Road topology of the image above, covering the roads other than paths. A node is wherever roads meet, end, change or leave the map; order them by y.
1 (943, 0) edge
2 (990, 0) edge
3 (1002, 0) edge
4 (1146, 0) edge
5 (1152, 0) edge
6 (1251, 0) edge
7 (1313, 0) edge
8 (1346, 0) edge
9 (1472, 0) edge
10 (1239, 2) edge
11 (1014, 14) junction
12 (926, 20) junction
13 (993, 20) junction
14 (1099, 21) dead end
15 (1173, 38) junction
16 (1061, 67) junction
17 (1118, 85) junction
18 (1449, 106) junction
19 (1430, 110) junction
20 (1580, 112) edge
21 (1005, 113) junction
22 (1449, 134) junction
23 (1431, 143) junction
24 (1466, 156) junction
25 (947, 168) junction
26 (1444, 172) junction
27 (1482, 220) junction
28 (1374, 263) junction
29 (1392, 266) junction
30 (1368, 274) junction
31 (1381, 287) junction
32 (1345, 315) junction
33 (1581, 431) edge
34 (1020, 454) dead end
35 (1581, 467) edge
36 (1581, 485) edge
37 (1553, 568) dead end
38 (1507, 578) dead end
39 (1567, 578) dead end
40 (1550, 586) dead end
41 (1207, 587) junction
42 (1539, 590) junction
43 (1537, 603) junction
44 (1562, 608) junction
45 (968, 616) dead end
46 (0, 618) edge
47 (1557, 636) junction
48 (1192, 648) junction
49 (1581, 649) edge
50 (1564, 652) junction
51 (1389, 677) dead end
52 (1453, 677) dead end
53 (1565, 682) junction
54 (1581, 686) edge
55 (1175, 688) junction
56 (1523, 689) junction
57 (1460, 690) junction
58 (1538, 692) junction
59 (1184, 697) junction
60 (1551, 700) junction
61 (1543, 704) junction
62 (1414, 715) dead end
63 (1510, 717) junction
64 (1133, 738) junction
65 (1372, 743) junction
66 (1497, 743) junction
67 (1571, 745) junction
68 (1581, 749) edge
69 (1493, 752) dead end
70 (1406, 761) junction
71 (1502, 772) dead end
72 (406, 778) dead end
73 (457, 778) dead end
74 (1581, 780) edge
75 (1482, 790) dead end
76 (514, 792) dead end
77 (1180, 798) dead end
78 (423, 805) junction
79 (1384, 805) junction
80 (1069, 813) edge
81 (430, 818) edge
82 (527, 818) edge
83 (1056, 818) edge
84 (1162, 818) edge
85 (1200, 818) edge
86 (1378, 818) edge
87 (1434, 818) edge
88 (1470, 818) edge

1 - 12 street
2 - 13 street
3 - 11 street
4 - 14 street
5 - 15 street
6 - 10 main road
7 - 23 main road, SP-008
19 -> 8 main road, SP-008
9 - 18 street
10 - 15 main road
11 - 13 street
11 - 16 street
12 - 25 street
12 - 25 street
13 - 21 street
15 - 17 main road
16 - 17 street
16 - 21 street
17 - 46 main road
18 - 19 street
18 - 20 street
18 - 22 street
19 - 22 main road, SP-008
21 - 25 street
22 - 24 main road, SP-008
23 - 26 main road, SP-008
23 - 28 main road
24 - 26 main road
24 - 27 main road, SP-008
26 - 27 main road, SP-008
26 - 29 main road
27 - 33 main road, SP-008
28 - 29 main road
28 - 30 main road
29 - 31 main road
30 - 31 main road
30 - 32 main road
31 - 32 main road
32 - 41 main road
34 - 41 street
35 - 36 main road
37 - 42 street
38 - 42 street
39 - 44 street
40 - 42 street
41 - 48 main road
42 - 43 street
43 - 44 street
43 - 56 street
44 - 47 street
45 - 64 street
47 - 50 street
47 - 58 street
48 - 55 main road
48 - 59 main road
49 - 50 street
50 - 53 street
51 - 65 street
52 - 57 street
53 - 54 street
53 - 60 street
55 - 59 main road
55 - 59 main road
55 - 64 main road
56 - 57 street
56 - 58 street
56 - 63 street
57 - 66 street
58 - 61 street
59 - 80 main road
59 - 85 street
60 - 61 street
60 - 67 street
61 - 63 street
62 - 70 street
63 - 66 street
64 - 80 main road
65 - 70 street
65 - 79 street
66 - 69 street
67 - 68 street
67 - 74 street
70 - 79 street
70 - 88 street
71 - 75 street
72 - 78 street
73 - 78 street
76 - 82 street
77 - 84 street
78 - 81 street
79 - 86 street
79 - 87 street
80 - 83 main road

EXERCISE INSTRUCTIONS >>
Every record above should be copied exactly.

WRITTEN ANSWER >>
Road topology of the image above, covering the roads other than paths. A node is wherever roads meet, end, change or leave the map; order them by y.
1 (943, 0) edge
2 (990, 0) edge
3 (1002, 0) edge
4 (1146, 0) edge
5 (1152, 0) edge
6 (1251, 0) edge
7 (1313, 0) edge
8 (1346, 0) edge
9 (1472, 0) edge
10 (1239, 2) edge
11 (1014, 14) junction
12 (926, 20) junction
13 (993, 20) junction
14 (1099, 21) dead end
15 (1173, 38) junction
16 (1061, 67) junction
17 (1118, 85) junction
18 (1449, 106) junction
19 (1430, 110) junction
20 (1580, 112) edge
21 (1005, 113) junction
22 (1449, 134) junction
23 (1431, 143) junction
24 (1466, 156) junction
25 (947, 168) junction
26 (1444, 172) junction
27 (1482, 220) junction
28 (1374, 263) junction
29 (1392, 266) junction
30 (1368, 274) junction
31 (1381, 287) junction
32 (1345, 315) junction
33 (1581, 431) edge
34 (1020, 454) dead end
35 (1581, 467) edge
36 (1581, 485) edge
37 (1553, 568) dead end
38 (1507, 578) dead end
39 (1567, 578) dead end
40 (1550, 586) dead end
41 (1207, 587) junction
42 (1539, 590) junction
43 (1537, 603) junction
44 (1562, 608) junction
45 (968, 616) dead end
46 (0, 618) edge
47 (1557, 636) junction
48 (1192, 648) junction
49 (1581, 649) edge
50 (1564, 652) junction
51 (1389, 677) dead end
52 (1453, 677) dead end
53 (1565, 682) junction
54 (1581, 686) edge
55 (1175, 688) junction
56 (1523, 689) junction
57 (1460, 690) junction
58 (1538, 692) junction
59 (1184, 697) junction
60 (1551, 700) junction
61 (1543, 704) junction
62 (1414, 715) dead end
63 (1510, 717) junction
64 (1133, 738) junction
65 (1372, 743) junction
66 (1497, 743) junction
67 (1571, 745) junction
68 (1581, 749) edge
69 (1493, 752) dead end
70 (1406, 761) junction
71 (1502, 772) dead end
72 (406, 778) dead end
73 (457, 778) dead end
74 (1581, 780) edge
75 (1482, 790) dead end
76 (514, 792) dead end
77 (1180, 798) dead end
78 (423, 805) junction
79 (1384, 805) junction
80 (1069, 813) edge
81 (430, 818) edge
82 (527, 818) edge
83 (1056, 818) edge
84 (1162, 818) edge
85 (1200, 818) edge
86 (1378, 818) edge
87 (1434, 818) edge
88 (1470, 818) edge

1 - 12 street
2 - 13 street
3 - 11 street
4 - 14 street
5 - 15 street
6 - 10 main road
7 - 23 main road, SP-008
19 -> 8 main road, SP-008
9 - 18 street
10 - 15 main road
11 - 13 street
11 - 16 street
12 - 25 street
12 - 25 street
13 - 21 street
15 - 17 main road
16 - 17 street
16 - 21 street
17 - 46 main road
18 - 19 street
18 - 20 street
18 - 22 street
19 - 22 main road, SP-008
21 - 25 street
22 - 24 main road, SP-008
23 - 26 main road, SP-008
23 - 28 main road
24 - 26 main road
24 - 27 main road, SP-008
26 - 27 main road, SP-008
26 - 29 main road
27 - 33 main road, SP-008
28 - 29 main road
28 - 30 main road
29 - 31 main road
30 - 31 main road
30 - 32 main road
31 - 32 main road
32 - 41 main road
34 - 41 street
35 - 36 main road
37 - 42 street
38 - 42 street
39 - 44 street
40 - 42 street
41 - 48 main road
42 - 43 street
43 - 44 street
43 - 56 street
44 - 47 street
45 - 64 street
47 - 50 street
47 - 58 street
48 - 55 main road
48 - 59 main road
49 - 50 street
50 - 53 street
51 - 65 street
52 - 57 street
53 - 54 street
53 - 60 street
55 - 59 main road
55 - 59 main road
55 - 64 main road
56 - 57 street
56 - 58 street
56 - 63 street
57 - 66 street
58 - 61 street
59 - 80 main road
59 - 85 street
60 - 61 street
60 - 67 street
61 - 63 street
62 - 70 street
63 - 66 street
64 - 80 main road
65 - 70 street
65 - 79 street
66 - 69 street
67 - 68 street
67 - 74 street
70 - 79 street
70 - 88 street
71 - 75 street
72 - 78 street
73 - 78 street
76 - 82 street
77 - 84 street
78 - 81 street
79 - 86 street
79 - 87 street
80 - 83 main road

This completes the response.